L’Europe en pleine crise serait très mal inspirée de s’encombrer d’un 29ème Etat en plein désarroi.

MG


 

L’ALLEMAGNE RÉUNIFIÉE... VRAIMENT ?

LIBERATION 

Vingt-cinq ans après la chute du Mur, des disparités subsistent entre ancienne RFA et ex-RDA, comme l'indique une série de cartes publiée par un site allemand.

Alors que Berlin célèbre ce week-end les 25 ans de la chute du Mur, le 9 novembre 1989, le site Zeit on line publie une série de cartes un rien troublantes sur la réunification effective de l’Allemagne. En faisant parler des données récentes – entre 2012 et 2014 -, comme les revenus moyens par habitants, le nombre d’exploitations agricoles, le nombre de voitures par habitant, ces cartes semblent reconstituer, 24 ans après, une délimitation virtuelle entre ancienne RFA et ex-RDA. Contraste qui fonctionne aussi bien pour la possession d’armes à feu par habitant ou pour la fréquence du prénom Ronny, clairement plus prisé à l’Est du pays.
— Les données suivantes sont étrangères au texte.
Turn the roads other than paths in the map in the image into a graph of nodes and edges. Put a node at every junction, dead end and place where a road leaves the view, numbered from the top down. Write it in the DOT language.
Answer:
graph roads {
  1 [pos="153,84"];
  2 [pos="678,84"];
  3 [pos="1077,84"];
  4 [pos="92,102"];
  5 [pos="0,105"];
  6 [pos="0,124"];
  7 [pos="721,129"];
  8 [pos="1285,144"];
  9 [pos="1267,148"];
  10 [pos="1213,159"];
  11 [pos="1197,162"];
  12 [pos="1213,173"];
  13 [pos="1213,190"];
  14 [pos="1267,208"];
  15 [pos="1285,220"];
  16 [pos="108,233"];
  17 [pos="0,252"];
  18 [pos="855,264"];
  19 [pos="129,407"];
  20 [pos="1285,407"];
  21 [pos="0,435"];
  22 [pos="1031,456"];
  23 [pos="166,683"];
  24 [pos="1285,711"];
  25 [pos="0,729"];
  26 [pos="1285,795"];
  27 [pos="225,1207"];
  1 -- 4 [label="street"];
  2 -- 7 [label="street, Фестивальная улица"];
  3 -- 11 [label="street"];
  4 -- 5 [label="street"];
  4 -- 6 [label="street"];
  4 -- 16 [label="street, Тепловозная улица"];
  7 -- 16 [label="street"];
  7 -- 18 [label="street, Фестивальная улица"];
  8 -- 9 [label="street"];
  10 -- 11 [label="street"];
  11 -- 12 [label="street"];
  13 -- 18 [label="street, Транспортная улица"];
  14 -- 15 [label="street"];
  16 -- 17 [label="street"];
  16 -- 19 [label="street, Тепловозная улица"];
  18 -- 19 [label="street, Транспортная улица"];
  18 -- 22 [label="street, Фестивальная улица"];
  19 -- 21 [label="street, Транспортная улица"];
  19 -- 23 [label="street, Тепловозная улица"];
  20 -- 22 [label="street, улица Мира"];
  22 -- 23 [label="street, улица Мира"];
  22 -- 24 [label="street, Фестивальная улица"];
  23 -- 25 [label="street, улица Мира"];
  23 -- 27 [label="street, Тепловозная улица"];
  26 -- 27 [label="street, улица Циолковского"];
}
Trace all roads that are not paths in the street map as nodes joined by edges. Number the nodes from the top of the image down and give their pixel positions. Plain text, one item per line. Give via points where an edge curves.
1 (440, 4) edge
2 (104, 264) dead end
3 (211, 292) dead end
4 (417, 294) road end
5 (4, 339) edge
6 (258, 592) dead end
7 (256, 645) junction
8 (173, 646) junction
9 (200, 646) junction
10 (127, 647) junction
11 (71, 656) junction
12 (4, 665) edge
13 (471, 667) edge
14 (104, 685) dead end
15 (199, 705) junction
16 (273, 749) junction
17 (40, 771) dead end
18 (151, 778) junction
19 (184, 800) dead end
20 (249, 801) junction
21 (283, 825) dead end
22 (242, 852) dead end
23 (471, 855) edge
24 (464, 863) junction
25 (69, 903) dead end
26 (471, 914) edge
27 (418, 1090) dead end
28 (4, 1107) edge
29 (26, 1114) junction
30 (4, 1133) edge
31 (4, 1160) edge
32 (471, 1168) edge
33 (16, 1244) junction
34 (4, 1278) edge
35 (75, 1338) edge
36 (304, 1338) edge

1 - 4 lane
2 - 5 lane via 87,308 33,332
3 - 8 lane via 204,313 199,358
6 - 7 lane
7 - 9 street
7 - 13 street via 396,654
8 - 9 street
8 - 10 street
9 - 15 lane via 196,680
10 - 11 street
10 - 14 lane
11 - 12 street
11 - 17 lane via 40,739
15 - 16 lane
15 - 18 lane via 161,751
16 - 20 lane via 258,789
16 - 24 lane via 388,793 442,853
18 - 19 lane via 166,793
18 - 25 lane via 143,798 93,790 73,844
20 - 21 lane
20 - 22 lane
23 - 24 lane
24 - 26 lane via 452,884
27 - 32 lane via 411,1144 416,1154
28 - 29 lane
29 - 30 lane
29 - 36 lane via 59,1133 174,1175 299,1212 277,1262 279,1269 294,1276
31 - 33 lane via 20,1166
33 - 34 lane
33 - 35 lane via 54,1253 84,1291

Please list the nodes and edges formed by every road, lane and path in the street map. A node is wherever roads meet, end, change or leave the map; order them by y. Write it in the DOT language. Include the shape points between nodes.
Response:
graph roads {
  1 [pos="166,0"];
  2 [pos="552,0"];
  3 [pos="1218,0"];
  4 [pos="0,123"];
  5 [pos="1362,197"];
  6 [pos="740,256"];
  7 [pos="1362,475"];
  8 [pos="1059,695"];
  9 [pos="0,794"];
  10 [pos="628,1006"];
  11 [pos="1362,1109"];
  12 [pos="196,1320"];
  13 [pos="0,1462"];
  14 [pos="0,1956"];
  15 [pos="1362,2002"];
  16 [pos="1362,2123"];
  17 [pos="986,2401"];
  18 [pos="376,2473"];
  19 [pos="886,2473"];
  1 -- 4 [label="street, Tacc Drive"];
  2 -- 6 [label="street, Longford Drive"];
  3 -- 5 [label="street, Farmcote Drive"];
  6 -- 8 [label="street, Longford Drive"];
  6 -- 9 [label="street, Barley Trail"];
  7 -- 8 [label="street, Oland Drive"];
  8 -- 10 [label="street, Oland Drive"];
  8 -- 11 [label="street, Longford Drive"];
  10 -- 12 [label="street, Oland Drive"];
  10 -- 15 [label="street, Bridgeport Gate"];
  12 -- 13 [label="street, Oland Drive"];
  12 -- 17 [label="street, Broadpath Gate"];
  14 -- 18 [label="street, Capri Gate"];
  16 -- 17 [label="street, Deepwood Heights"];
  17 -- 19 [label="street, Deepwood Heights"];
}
«Dans l’euphorie de la chute du mur de Berlin, l’Allemagne a voulu vite effacer les cicatrices de ses divisions de la Guerre froide. Mais l’héritage de la RDA reste visible dans les statistiques», relève le site de l’hebdomadaire allemand.

 

COMMENTAIRE DE DIVERCITY

COMPÉTITION À MORT OU SOLIDARITÉ ?

Que la Thuringe n’ait pas (encore) atteint le niveau socio-économique de la Westphalie ne devrait émouvoir personne. Rome ne fut pas construite en 25 ans même si Berlin fut reconstruite en deux décennies. La Roumanie n’a pas rattrapé le niveau du Portugal mais la Pologne l’a dépassé. Cet article est carrément indécent. On pourrait dire également que la Wallonie est loin d’avoir rattrapé la Flandre et qu’elle n’est pas prête d’y arriver. Et si l’Allemagne entière et l’Europe à son tour et le monde devaient atteindre le niveau économique de la Bavière, il nous faudrait trois planètes terre en termes de matières première.  C’est faire fausse route que de suivre de tels raisonnements. La seule chance de l’Europe c’est que l’Allemagne réussisse à négocier avec Moscou les termes d’une désescalade sur la base d’un bon voisinage fondée comme disait De Gaulle sur « entente, détente et coopération ». Et plutôt que de renforcer l’Otan, il conviendrait de donner force et vigueur à la dynamique de l'organisation européenne de sécurité et de coopération (OCSE) qui s’obstine à ne pas jouer son rôle. 

L’avenir de l’Europe est à l’est et pas dans l’arrimage à la puissance américaine en déclin. Il serait bon que le poisson pilote US, l’Angleterre sorte enfin de l’Europe qu’elle mine de l’intérieur.